Oracle Scratchpad

April 4, 2014

NVL() change

Filed under: CBO,Oracle,Troubleshooting,Upgrades — Jonathan Lewis @ 6:10 pm GMT Apr 4,2014

One of the problems of functions is that the optimizer generally doesn’t have any idea on how a predicate based on function(col) might affect the cardinality. However,  the optimizer group are constantly refining the algorithms to cover an increasing number of special cases more accurately. This is a good thing, of course – but it does mean that you might be unlucky on an upgrade where a better cardinality estimate leads to a less efficient execution plan. Consider for example the simple query (where d1 is column of type date):

select	*
from	t1
where	nvl(d1,to_date('01-01-1900','dd-mm-yyyy')) < sysdate

Now, there are many cases in many versions of Oracle, where the optimizer will appear to calculate the cardinality of

nvl(columnX,{constant}) operator {constant}

as if it were:

columnX is null or columnX operator {constant}

Unfortunately this doesn’t seem to be one of them – until you get to 11.2.something.

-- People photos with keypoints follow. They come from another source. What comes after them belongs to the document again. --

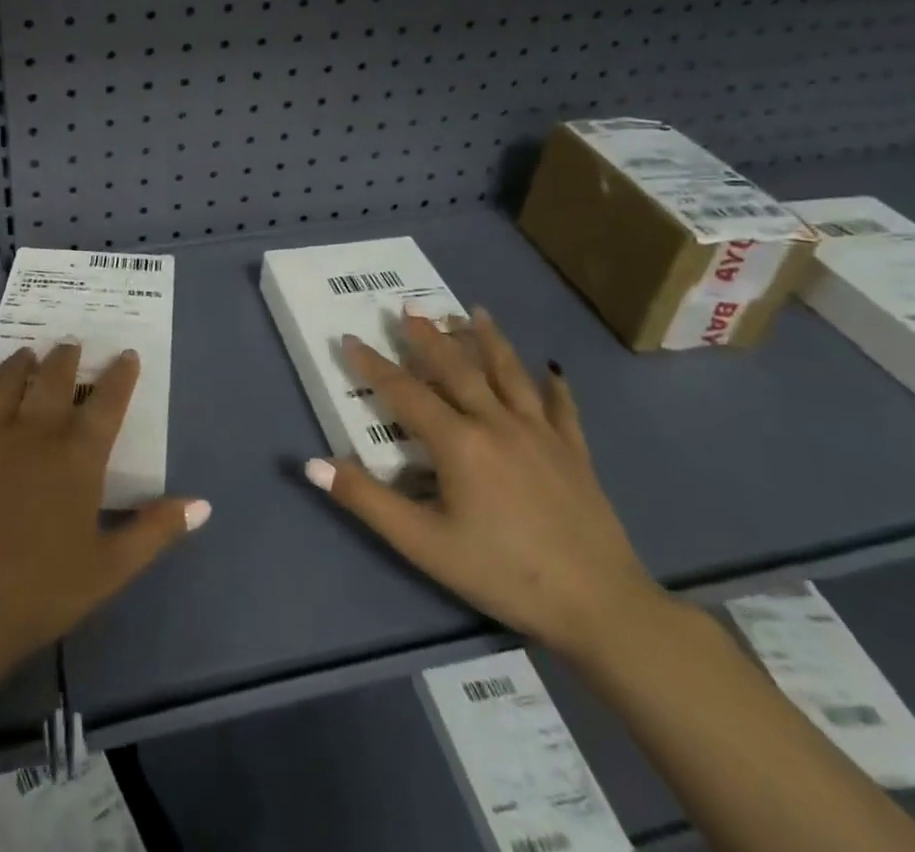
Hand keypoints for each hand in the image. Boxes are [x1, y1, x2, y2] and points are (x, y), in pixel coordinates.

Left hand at [0, 343, 209, 669]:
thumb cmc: (43, 591)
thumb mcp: (111, 568)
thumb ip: (155, 530)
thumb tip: (202, 504)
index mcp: (76, 456)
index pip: (106, 402)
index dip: (120, 375)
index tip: (126, 354)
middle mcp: (33, 433)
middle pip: (52, 379)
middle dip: (64, 357)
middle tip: (69, 344)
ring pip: (1, 386)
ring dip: (14, 366)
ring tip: (23, 355)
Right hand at [306, 308, 663, 656]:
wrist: (601, 607)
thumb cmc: (504, 573)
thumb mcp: (424, 544)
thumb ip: (368, 500)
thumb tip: (313, 464)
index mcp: (458, 441)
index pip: (404, 392)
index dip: (373, 365)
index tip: (350, 338)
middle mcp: (496, 422)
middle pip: (456, 368)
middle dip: (428, 336)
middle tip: (409, 306)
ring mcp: (540, 434)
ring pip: (509, 374)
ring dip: (488, 340)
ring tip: (474, 312)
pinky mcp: (574, 453)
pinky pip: (561, 408)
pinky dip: (554, 385)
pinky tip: (552, 368)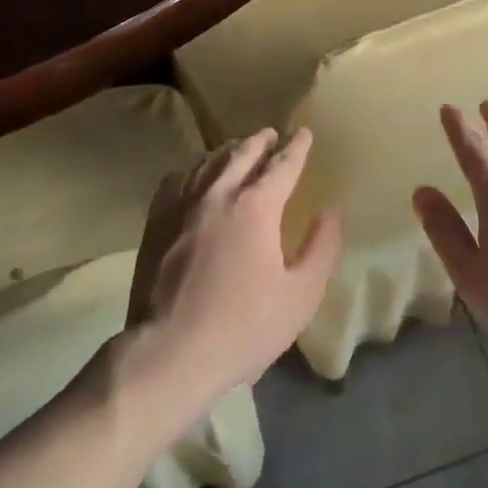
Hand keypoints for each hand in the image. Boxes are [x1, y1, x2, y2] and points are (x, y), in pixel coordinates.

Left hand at [127, 128, 341, 408]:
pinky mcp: (156, 223)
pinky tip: (194, 175)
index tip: (305, 133)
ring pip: (208, 163)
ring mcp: (182, 206)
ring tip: (237, 149)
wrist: (170, 354)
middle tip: (271, 135)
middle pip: (241, 154)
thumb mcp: (301, 295)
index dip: (297, 148)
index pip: (282, 166)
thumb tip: (331, 211)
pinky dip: (193, 170)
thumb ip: (322, 248)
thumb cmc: (244, 327)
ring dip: (228, 151)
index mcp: (256, 207)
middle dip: (260, 141)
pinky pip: (176, 180)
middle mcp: (218, 194)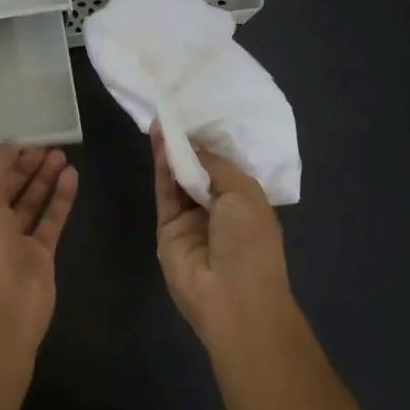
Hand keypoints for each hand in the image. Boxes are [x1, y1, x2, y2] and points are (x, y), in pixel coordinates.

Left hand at [0, 144, 76, 350]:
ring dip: (42, 178)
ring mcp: (13, 242)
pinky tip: (71, 176)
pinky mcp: (39, 254)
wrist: (4, 312)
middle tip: (45, 144)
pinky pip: (50, 220)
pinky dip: (59, 198)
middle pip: (4, 189)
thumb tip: (8, 145)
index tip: (17, 141)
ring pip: (29, 202)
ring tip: (60, 153)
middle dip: (22, 166)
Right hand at [152, 126, 291, 347]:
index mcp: (246, 201)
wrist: (232, 297)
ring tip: (162, 120)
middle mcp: (218, 207)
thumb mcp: (244, 194)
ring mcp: (191, 218)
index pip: (225, 165)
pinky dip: (162, 166)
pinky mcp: (168, 227)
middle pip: (199, 169)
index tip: (198, 114)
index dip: (212, 142)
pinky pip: (165, 191)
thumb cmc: (251, 242)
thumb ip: (215, 165)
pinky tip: (159, 141)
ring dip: (172, 151)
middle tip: (174, 112)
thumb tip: (192, 146)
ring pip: (179, 177)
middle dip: (189, 143)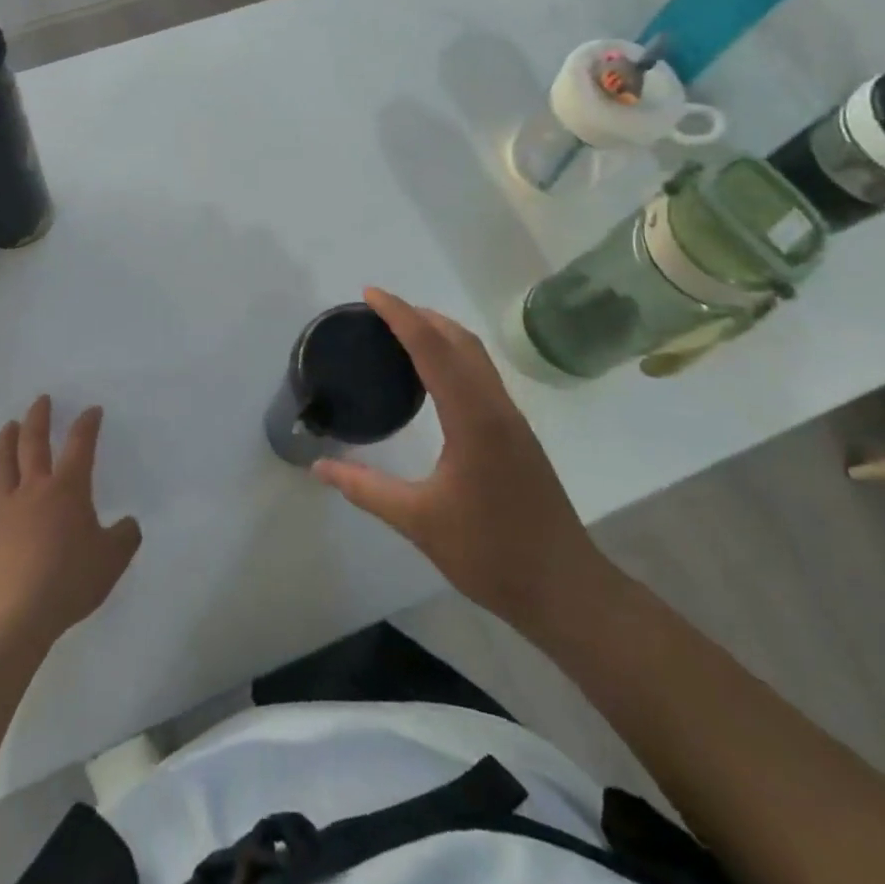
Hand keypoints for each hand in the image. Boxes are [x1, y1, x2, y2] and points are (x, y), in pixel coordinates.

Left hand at [0, 396, 141, 645]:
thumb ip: (125, 537)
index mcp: (67, 489)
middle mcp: (34, 490)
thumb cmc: (70, 579)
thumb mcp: (113, 559)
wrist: (18, 612)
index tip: (92, 410)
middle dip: (38, 418)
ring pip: (1, 466)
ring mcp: (6, 511)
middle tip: (41, 400)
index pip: (79, 445)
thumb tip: (128, 524)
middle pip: (32, 444)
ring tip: (8, 426)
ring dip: (5, 443)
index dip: (86, 425)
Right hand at [311, 288, 614, 636]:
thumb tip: (318, 467)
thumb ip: (365, 489)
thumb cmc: (491, 553)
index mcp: (472, 418)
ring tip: (401, 332)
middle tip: (378, 311)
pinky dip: (453, 356)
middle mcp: (495, 406)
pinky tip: (434, 376)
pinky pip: (481, 374)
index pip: (431, 348)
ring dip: (439, 332)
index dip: (399, 315)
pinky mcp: (517, 434)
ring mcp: (511, 419)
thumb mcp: (418, 521)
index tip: (370, 294)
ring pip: (475, 355)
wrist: (566, 589)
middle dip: (419, 315)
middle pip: (458, 339)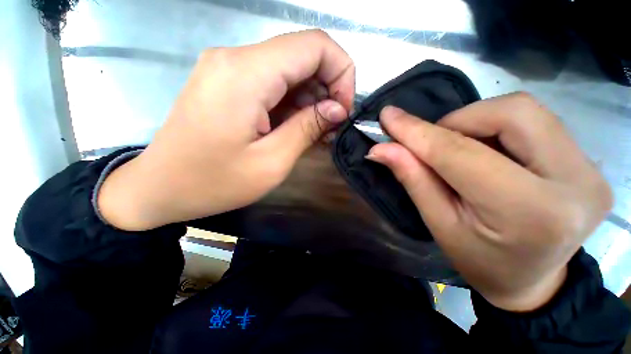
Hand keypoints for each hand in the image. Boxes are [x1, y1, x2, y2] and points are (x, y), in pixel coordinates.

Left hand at [98, 30, 354, 230]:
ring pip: (290, 70)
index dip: (341, 72)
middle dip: (328, 89)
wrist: (160, 188)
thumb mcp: (271, 162)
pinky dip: (293, 103)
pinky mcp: (228, 84)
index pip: (315, 45)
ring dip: (311, 99)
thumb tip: (338, 109)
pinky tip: (297, 127)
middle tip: (331, 127)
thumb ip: (308, 128)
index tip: (343, 110)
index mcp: (247, 73)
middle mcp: (237, 58)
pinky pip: (274, 83)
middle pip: (303, 55)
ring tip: (316, 132)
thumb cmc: (214, 182)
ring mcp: (230, 69)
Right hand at [366, 93, 611, 311]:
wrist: (532, 281)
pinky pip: (536, 121)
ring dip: (477, 122)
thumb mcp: (439, 223)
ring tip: (462, 152)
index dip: (417, 132)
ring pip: (523, 110)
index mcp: (530, 212)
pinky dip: (497, 127)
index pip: (460, 153)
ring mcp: (589, 169)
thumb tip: (381, 149)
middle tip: (434, 145)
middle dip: (458, 121)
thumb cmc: (479, 260)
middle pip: (509, 113)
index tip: (387, 117)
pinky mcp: (589, 163)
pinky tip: (489, 153)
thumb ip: (412, 178)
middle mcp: (574, 182)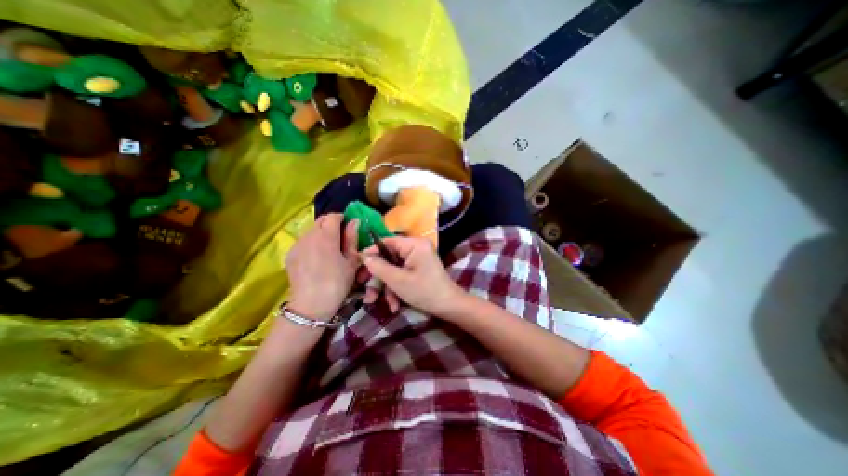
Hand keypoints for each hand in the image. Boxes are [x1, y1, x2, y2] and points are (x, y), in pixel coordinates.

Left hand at [285, 213, 356, 321]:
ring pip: (311, 230)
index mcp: (327, 236)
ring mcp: (297, 244)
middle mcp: (309, 236)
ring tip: (328, 249)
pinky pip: (303, 241)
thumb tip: (354, 221)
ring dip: (321, 233)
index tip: (348, 227)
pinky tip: (316, 257)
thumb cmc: (337, 282)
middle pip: (320, 220)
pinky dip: (312, 242)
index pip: (333, 216)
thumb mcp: (351, 261)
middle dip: (331, 224)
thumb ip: (352, 239)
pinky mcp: (290, 254)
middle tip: (340, 238)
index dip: (342, 218)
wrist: (311, 304)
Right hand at [358, 236, 461, 316]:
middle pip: (389, 258)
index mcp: (414, 244)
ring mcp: (418, 258)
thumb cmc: (424, 291)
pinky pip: (402, 274)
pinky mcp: (419, 268)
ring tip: (384, 304)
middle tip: (367, 292)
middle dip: (379, 278)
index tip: (357, 263)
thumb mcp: (397, 280)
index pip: (387, 242)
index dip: (371, 252)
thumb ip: (378, 267)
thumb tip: (363, 257)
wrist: (448, 306)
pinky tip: (395, 305)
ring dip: (388, 287)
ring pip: (394, 269)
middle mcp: (416, 247)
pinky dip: (397, 288)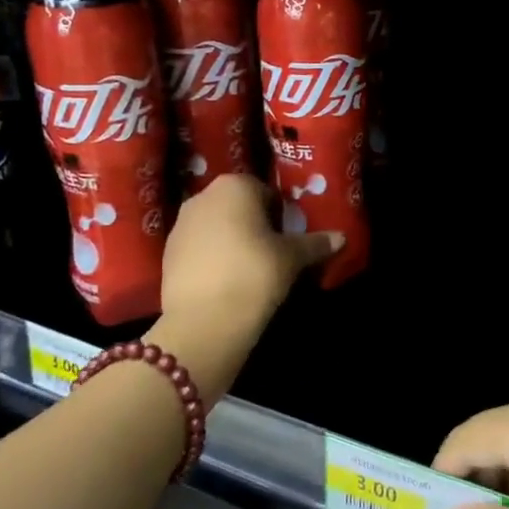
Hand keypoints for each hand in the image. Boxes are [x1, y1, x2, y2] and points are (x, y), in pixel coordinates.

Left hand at [152, 175, 340, 392]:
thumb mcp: (292, 258)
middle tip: (273, 253)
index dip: (280, 214)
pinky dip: (213, 258)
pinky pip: (199, 248)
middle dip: (254, 225)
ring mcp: (180, 224)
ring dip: (232, 241)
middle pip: (238, 206)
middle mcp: (203, 197)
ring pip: (217, 226)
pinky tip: (226, 282)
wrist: (204, 322)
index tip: (288, 238)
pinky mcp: (167, 253)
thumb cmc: (255, 274)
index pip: (265, 192)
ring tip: (249, 270)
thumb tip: (341, 237)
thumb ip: (315, 243)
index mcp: (235, 186)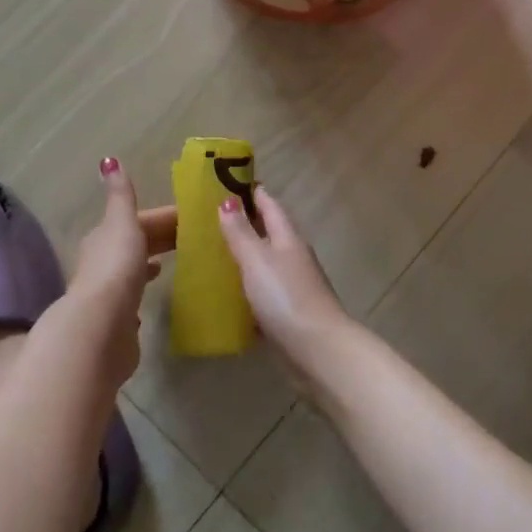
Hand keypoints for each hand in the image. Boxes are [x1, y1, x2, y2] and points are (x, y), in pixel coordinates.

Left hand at [36, 159, 175, 393]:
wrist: (100, 328)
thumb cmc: (116, 269)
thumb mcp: (122, 222)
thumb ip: (121, 195)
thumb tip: (108, 159)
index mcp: (106, 237)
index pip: (141, 220)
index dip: (166, 216)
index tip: (196, 217)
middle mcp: (103, 262)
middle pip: (138, 243)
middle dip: (163, 238)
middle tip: (197, 238)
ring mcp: (109, 293)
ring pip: (134, 270)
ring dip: (152, 263)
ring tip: (179, 263)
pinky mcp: (118, 321)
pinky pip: (135, 299)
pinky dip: (145, 292)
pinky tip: (157, 295)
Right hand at [216, 185, 354, 382]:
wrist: (318, 351)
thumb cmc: (286, 297)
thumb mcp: (257, 259)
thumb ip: (241, 232)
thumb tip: (227, 200)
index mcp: (288, 238)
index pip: (270, 205)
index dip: (252, 192)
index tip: (229, 181)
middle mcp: (294, 257)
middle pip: (270, 232)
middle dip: (246, 222)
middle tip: (213, 217)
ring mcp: (294, 286)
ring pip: (267, 263)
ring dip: (246, 256)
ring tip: (215, 253)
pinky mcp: (290, 313)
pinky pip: (265, 292)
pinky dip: (249, 287)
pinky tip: (229, 295)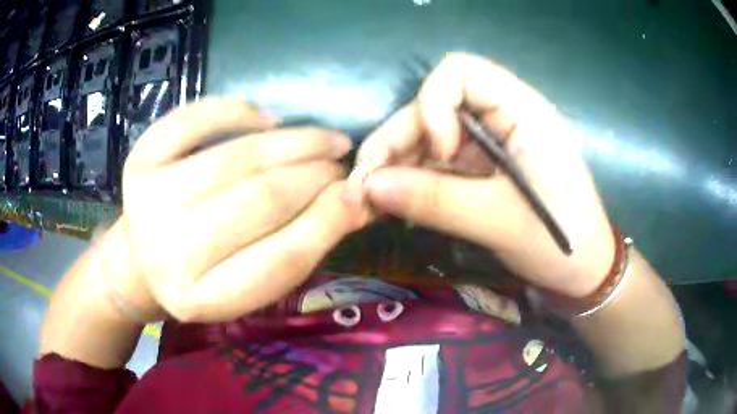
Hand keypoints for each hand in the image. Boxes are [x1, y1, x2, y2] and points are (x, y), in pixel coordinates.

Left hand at [103, 99, 368, 322]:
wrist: (141, 261)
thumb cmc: (201, 278)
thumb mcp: (249, 283)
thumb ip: (299, 246)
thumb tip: (356, 202)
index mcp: (202, 298)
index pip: (281, 258)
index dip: (329, 218)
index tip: (359, 193)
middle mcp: (169, 253)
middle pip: (261, 199)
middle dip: (316, 174)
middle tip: (342, 163)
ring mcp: (147, 201)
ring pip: (236, 157)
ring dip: (293, 141)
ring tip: (326, 139)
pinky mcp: (139, 160)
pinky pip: (195, 120)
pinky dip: (238, 111)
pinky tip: (269, 119)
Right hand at [354, 53, 614, 297]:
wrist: (584, 272)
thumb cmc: (560, 242)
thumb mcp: (499, 221)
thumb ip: (434, 200)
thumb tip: (369, 187)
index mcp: (521, 111)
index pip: (460, 72)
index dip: (433, 104)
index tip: (438, 153)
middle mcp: (502, 117)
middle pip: (434, 107)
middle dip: (396, 142)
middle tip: (364, 187)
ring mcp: (490, 143)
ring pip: (429, 137)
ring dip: (396, 165)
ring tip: (369, 202)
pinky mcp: (482, 168)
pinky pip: (438, 163)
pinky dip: (412, 181)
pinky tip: (395, 204)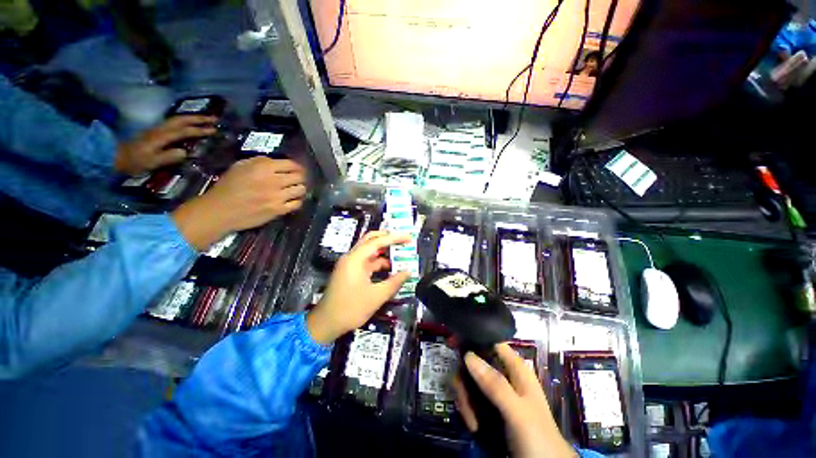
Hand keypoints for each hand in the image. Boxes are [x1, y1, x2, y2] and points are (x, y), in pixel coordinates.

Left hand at [115, 115, 216, 174]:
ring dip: (192, 118)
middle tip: (215, 119)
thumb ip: (168, 156)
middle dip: (198, 118)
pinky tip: (190, 124)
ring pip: (178, 119)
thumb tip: (185, 152)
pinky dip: (185, 121)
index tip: (214, 130)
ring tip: (206, 119)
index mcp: (162, 136)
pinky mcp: (156, 132)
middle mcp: (160, 129)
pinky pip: (174, 123)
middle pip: (181, 120)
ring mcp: (157, 129)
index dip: (200, 130)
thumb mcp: (151, 162)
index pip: (184, 131)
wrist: (114, 156)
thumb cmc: (134, 161)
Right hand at [171, 157, 306, 249]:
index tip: (297, 169)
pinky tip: (292, 200)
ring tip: (294, 189)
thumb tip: (278, 164)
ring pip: (301, 190)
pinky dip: (297, 201)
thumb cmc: (228, 186)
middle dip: (300, 177)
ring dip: (300, 188)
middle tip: (297, 179)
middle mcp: (274, 181)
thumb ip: (261, 162)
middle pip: (299, 177)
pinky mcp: (278, 210)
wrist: (220, 210)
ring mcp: (277, 197)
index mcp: (264, 167)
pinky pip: (297, 204)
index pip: (291, 164)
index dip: (297, 166)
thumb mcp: (241, 165)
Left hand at [307, 231, 411, 343]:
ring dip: (385, 252)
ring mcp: (350, 264)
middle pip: (371, 240)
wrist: (326, 324)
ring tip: (400, 255)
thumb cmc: (350, 309)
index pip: (377, 241)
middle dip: (388, 238)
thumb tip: (408, 272)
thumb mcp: (376, 297)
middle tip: (403, 241)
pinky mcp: (351, 272)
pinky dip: (379, 262)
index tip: (408, 237)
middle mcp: (351, 257)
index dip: (394, 238)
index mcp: (355, 259)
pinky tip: (390, 268)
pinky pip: (367, 261)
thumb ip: (394, 283)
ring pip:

Here’s a little demonstration code:

create table t1
as
with generator as (
	select	--+ materialize
		rownum id
	from dual
	connect by
		level <= 1e4
)
select
	case
		when rownum > 100 then null else sysdate - rownum
	end	d1
from
	generator	v1,
	generator	v2
where
	rownum <= 50000
;

begin
	dbms_stats.gather_table_stats(
		ownname		 => user,
		tabname		 =>'T1',
		method_opt	 => 'for all columns size 1'
	);
end;
/

set autotrace traceonly explain

prompt	query with NVL

select	*
from	t1
where	nvl(d1,to_date('01-01-1900','dd-mm-yyyy')) < sysdate
;

prompt	query with OR clause

select	*
from	t1
where	d1 is null or d1 < sysdate
;

If you run this code in 11.1.0.7 you get the following – with numeric variations for cost (which I’m interested not in at the moment):


query with NVL
==============
--------------------------------------------------------------------------
| Id  | Operation         | Name | Rows  | Bytes | Cost (%CPU)| Time     |
--------------------------------------------------------------------------
|   0 | SELECT STATEMENT  |      |  2500 |  2500 |    18  (39)| 00:00:01 |
|*  1 |  TABLE ACCESS FULL| T1   |  2500 |  2500 |    18  (39)| 00:00:01 |
--------------------------------------------------------------------------

Predicate Information (identified by operation id):
---------------------------------------------------
   1 - filter(NVL("D1",TO_DATE(' 1900-01-01 00:00:00', 'syyyy-mm-dd
              hh24:mi:ss'))<SYSDATE@!)

query with OR clause
====================
--------------------------------------------------------------------------
| Id  | Operation         | Name | Rows  | Bytes | Cost (%CPU)| Time     |
--------------------------------------------------------------------------
|   0 | SELECT STATEMENT  |      | 50000 | 50000 |    13  (16)| 00:00:01 |
|*  1 |  TABLE ACCESS FULL| T1   | 50000 | 50000 |    13  (16)| 00:00:01 |
--------------------------------------------------------------------------

Predicate Information (identified by operation id):
---------------------------------------------------
   1 - filter("D1" IS NULL OR "D1"<SYSDATE@!)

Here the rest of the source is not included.